- _THE PROBLEM_
Set down every record below exactly as it appears, but without the pictures.

[Collected data entries]
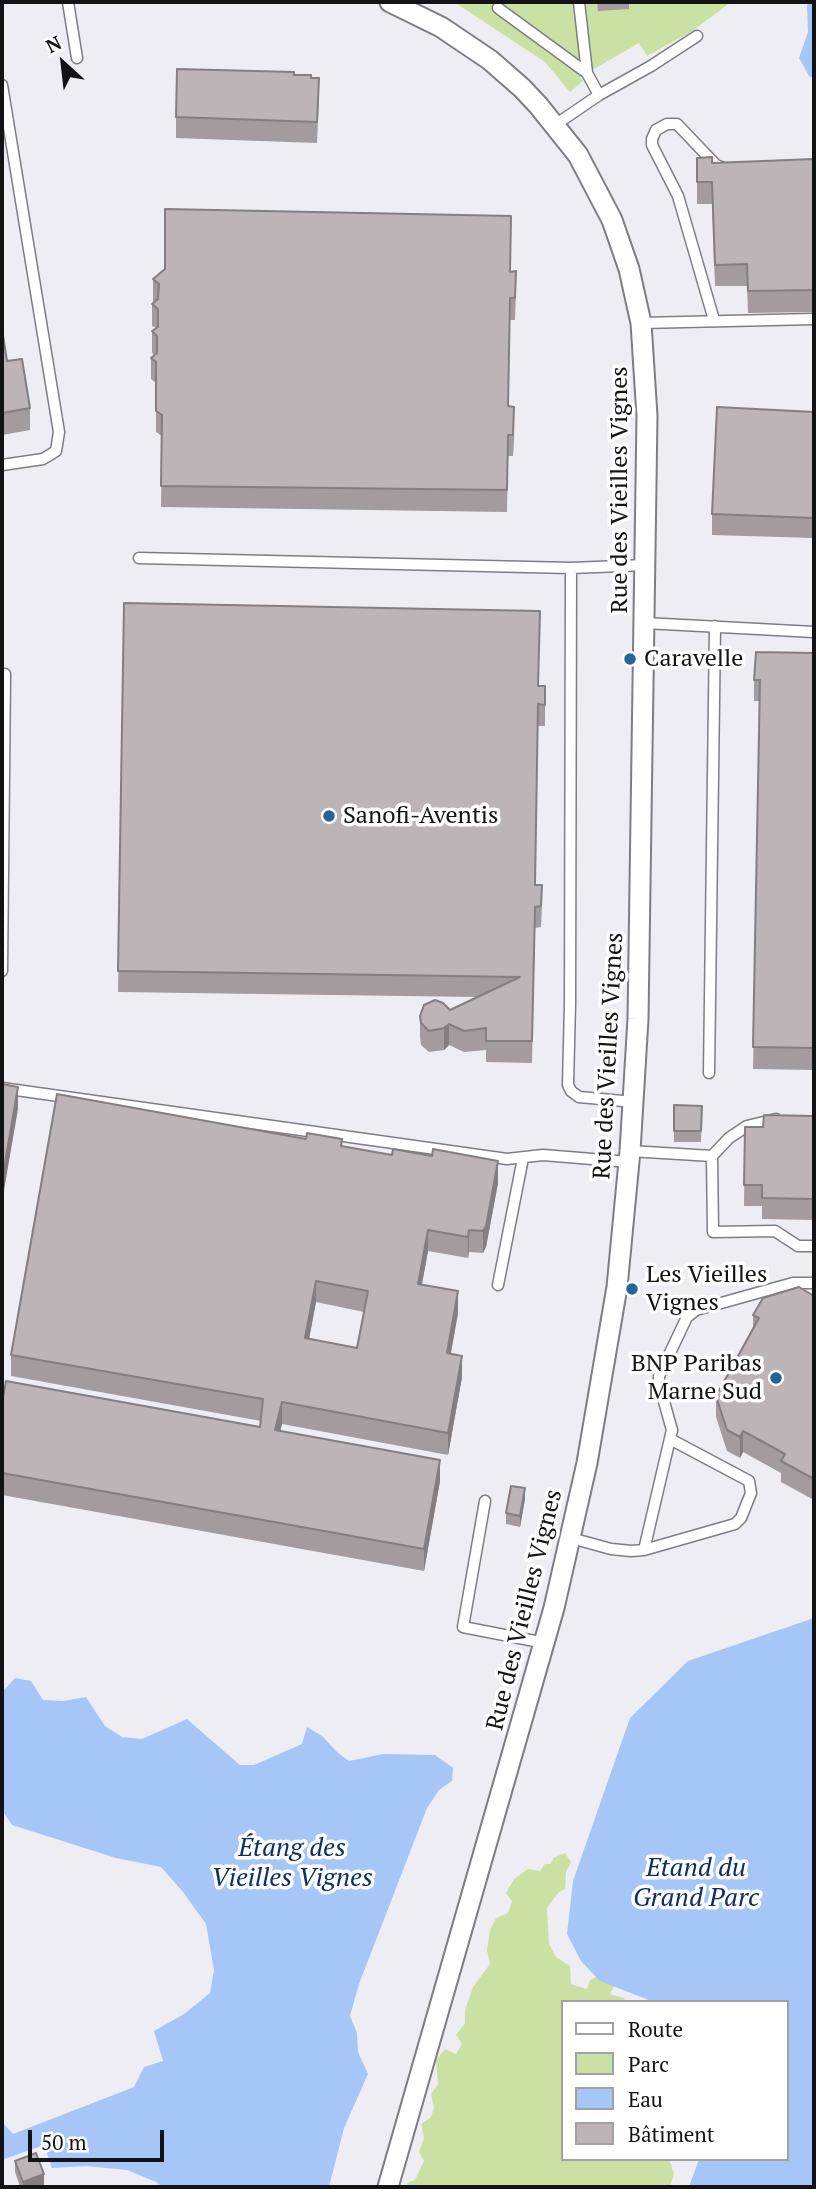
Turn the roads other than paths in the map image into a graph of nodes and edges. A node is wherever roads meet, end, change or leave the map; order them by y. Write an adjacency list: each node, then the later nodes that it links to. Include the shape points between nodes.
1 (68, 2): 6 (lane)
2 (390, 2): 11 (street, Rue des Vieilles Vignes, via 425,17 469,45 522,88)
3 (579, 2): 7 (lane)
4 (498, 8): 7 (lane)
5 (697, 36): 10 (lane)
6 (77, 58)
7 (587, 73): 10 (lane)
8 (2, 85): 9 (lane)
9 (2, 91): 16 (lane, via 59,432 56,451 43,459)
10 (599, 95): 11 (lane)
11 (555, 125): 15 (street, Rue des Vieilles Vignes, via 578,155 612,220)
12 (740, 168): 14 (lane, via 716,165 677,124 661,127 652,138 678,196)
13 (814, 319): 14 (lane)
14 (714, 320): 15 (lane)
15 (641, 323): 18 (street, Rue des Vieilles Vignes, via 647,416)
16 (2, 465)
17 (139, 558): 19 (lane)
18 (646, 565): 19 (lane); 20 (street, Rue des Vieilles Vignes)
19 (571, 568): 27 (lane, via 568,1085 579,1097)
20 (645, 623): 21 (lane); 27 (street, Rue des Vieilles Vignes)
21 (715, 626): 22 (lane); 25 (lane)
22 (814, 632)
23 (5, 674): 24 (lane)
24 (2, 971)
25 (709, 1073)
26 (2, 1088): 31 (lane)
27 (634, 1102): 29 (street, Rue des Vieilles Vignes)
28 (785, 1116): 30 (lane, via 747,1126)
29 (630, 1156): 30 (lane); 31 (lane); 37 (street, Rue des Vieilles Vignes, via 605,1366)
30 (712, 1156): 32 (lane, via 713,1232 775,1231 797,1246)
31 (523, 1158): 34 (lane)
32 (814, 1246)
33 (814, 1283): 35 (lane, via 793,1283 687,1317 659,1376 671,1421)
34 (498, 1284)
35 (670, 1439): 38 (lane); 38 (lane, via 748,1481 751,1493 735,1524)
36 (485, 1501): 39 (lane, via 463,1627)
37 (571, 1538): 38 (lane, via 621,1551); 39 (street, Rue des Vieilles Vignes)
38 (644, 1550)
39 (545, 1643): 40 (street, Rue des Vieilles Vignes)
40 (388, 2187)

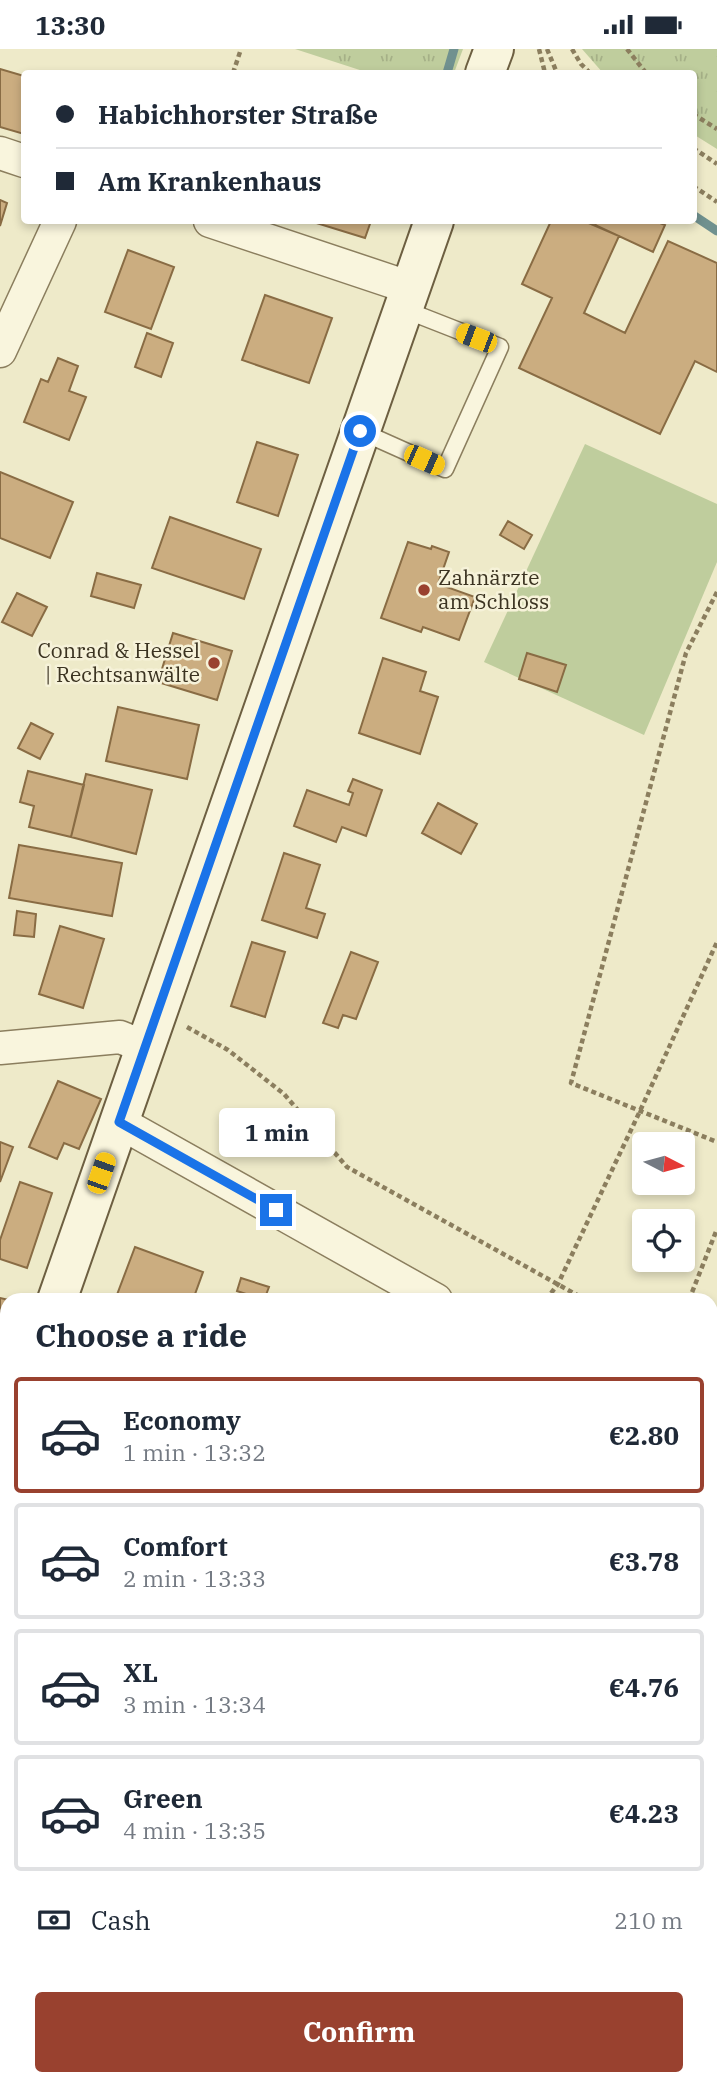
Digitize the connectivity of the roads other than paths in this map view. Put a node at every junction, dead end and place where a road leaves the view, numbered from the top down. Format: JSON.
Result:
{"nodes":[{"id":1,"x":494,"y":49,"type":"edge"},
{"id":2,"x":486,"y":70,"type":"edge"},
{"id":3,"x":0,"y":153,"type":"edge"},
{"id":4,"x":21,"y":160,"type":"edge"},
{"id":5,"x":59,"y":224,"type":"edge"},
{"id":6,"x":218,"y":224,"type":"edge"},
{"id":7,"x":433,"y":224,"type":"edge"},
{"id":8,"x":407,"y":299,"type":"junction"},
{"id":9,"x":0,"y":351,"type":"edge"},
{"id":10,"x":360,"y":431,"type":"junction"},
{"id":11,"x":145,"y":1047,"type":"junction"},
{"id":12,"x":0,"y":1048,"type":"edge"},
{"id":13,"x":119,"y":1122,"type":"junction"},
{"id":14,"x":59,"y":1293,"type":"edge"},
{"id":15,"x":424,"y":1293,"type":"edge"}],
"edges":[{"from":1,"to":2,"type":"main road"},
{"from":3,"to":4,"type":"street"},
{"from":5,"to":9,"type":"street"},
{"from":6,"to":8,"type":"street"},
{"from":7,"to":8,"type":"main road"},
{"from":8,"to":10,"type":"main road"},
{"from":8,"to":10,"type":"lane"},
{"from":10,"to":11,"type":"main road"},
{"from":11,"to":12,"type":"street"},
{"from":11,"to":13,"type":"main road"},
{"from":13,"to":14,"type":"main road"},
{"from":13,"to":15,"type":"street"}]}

- _YOUR RESPONSE_
Turn the roads other than paths in the map image into a graph of nodes and edges. A node is wherever roads meet, end, change or leave the map; order them by y. Write an adjacency list: each node, then the later nodes that it links to. Include the shape points between nodes.
1 (68, 2): 6 (lane)
2 (390, 2): 11 (street, Rue des Vieilles Vignes, via 425,17 469,45 522,88)
3 (579, 2): 7 (lane)
4 (498, 8): 7 (lane)
5 (697, 36): 10 (lane)
6 (77, 58)
7 (587, 73): 10 (lane)
8 (2, 85): 9 (lane)
9 (2, 91): 16 (lane, via 59,432 56,451 43,459)
10 (599, 95): 11 (lane)
11 (555, 125): 15 (street, Rue des Vieilles Vignes, via 578,155 612,220)
12 (740, 168): 14 (lane, via 716,165 677,124 661,127 652,138 678,196)
13 (814, 319): 14 (lane)
14 (714, 320): 15 (lane)
15 (641, 323): 18 (street, Rue des Vieilles Vignes, via 647,416)
16 (2, 465)
17 (139, 558): 19 (lane)
18 (646, 565): 19 (lane); 20 (street, Rue des Vieilles Vignes)
19 (571, 568): 27 (lane, via 568,1085 579,1097)
20 (645, 623): 21 (lane); 27 (street, Rue des Vieilles Vignes)
21 (715, 626): 22 (lane); 25 (lane)
22 (814, 632)
23 (5, 674): 24 (lane)
24 (2, 971)
25 (709, 1073)
26 (2, 1088): 31 (lane)
27 (634, 1102): 29 (street, Rue des Vieilles Vignes)
28 (785, 1116): 30 (lane, via 747,1126)
29 (630, 1156): 30 (lane); 31 (lane); 37 (street, Rue des Vieilles Vignes, via 605,1366)
30 (712, 1156): 32 (lane, via 713,1232 775,1231 797,1246)
31 (523, 1158): 34 (lane)
32 (814, 1246)
33 (814, 1283): 35 (lane, via 793,1283 687,1317 659,1376 671,1421)
34 (498, 1284)
35 (670, 1439): 38 (lane); 38 (lane, via 748,1481 751,1493 735,1524)
36 (485, 1501): 39 (lane, via 463,1627)
37 (571, 1538): 38 (lane, via 621,1551); 39 (street, Rue des Vieilles Vignes)
38 (644, 1550)
39 (545, 1643): 40 (street, Rue des Vieilles Vignes)
40 (388, 2187)

Digitize the connectivity of the roads other than paths in this map view. Put a node at every junction, dead end and place where a road leaves the view, numbered from the top down. Format: JSON.
Result:
{"nodes":[{"id":1,"x":494,"y":49,"type":"edge"},
{"id":2,"x":486,"y":70,"type":"edge"},
{"id":3,"x":0,"y":153,"type":"edge"},
{"id":4,"x":21,"y":160,"type":"edge"},
{"id":5,"x":59,"y":224,"type":"edge"},
{"id":6,"x":218,"y":224,"type":"edge"},
{"id":7,"x":433,"y":224,"type":"edge"},
{"id":8,"x":407,"y":299,"type":"junction"},
{"id":9,"x":0,"y":351,"type":"edge"},
{"id":10,"x":360,"y":431,"type":"junction"},
{"id":11,"x":145,"y":1047,"type":"junction"},
{"id":12,"x":0,"y":1048,"type":"edge"},
{"id":13,"x":119,"y":1122,"type":"junction"},
{"id":14,"x":59,"y":1293,"type":"edge"},
{"id":15,"x":424,"y":1293,"type":"edge"}],
"edges":[{"from":1,"to":2,"type":"main road"},
{"from":3,"to":4,"type":"street"},
{"from":5,"to":9,"type":"street"},
{"from":6,"to":8,"type":"street"},
{"from":7,"to":8,"type":"main road"},
{"from":8,"to":10,"type":"main road"},
{"from":8,"to":10,"type":"lane"},
{"from":10,"to":11,"type":"main road"},
{"from":11,"to":12,"type":"street"},
{"from":11,"to":13,"type":"main road"},
{"from":13,"to":14,"type":"main road"},
{"from":13,"to":15,"type":"street"}]}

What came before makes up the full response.